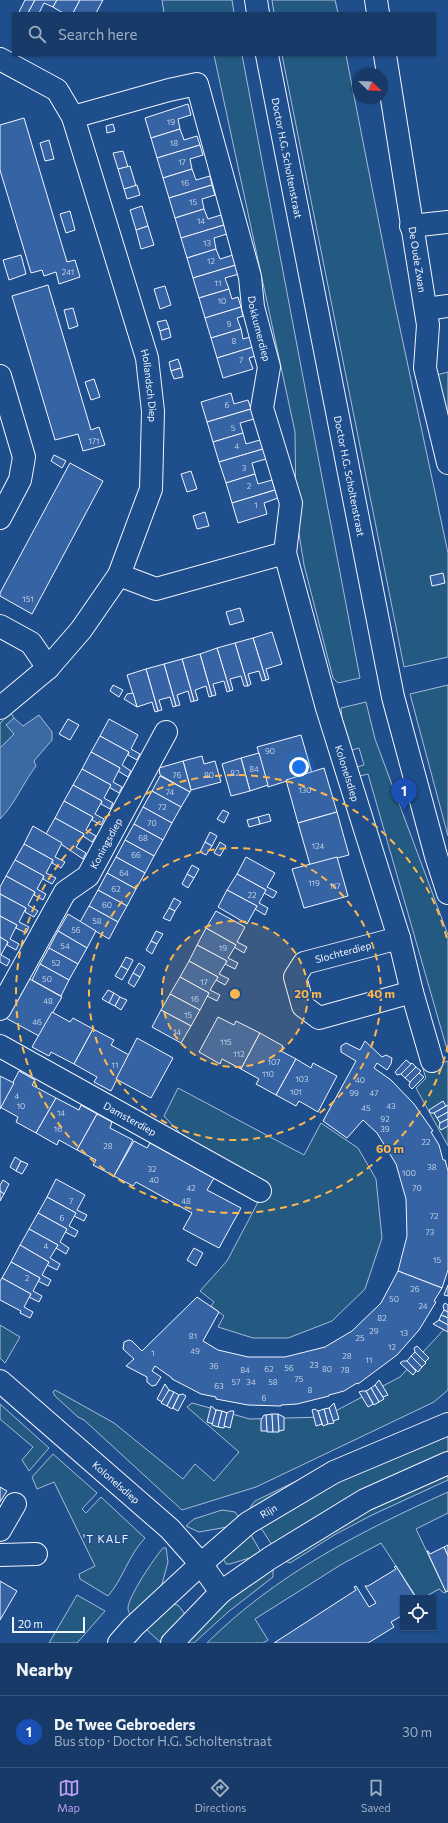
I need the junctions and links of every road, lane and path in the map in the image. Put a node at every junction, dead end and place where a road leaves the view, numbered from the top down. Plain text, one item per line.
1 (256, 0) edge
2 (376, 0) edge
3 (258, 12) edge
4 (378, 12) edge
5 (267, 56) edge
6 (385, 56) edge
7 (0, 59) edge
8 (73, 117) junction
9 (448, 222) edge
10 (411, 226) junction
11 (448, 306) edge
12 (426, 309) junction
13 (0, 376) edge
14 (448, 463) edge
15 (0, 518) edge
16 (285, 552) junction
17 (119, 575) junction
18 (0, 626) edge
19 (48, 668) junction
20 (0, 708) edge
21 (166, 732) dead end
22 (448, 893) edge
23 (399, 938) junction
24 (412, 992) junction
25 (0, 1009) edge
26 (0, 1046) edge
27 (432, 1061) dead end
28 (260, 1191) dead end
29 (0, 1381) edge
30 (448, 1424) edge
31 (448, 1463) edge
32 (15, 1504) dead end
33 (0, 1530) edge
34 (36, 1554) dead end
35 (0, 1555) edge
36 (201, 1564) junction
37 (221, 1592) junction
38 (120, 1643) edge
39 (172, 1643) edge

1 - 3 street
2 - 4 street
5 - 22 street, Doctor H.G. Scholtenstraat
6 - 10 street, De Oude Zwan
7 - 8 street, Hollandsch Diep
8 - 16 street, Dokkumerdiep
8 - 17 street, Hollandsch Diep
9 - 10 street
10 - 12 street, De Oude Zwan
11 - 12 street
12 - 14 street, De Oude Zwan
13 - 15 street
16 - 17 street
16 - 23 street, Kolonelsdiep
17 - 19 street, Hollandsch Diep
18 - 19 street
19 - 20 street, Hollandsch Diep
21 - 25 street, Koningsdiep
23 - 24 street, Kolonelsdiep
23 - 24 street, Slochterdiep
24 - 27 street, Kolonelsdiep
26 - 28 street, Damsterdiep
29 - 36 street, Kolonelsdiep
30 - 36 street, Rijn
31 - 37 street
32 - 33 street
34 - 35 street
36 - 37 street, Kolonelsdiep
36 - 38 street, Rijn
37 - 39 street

**Brief**
In the entries above, find lines with "dead" and copy each.

**Task answer**
I need the junctions and links of every road, lane and path in the map in the image. Put a node at every junction, dead end and place where a road leaves the view, numbered from the top down. Plain text, one item per line.
21 (166, 732) dead end
27 (432, 1061) dead end
28 (260, 1191) dead end
32 (15, 1504) dead end
34 (36, 1554) dead end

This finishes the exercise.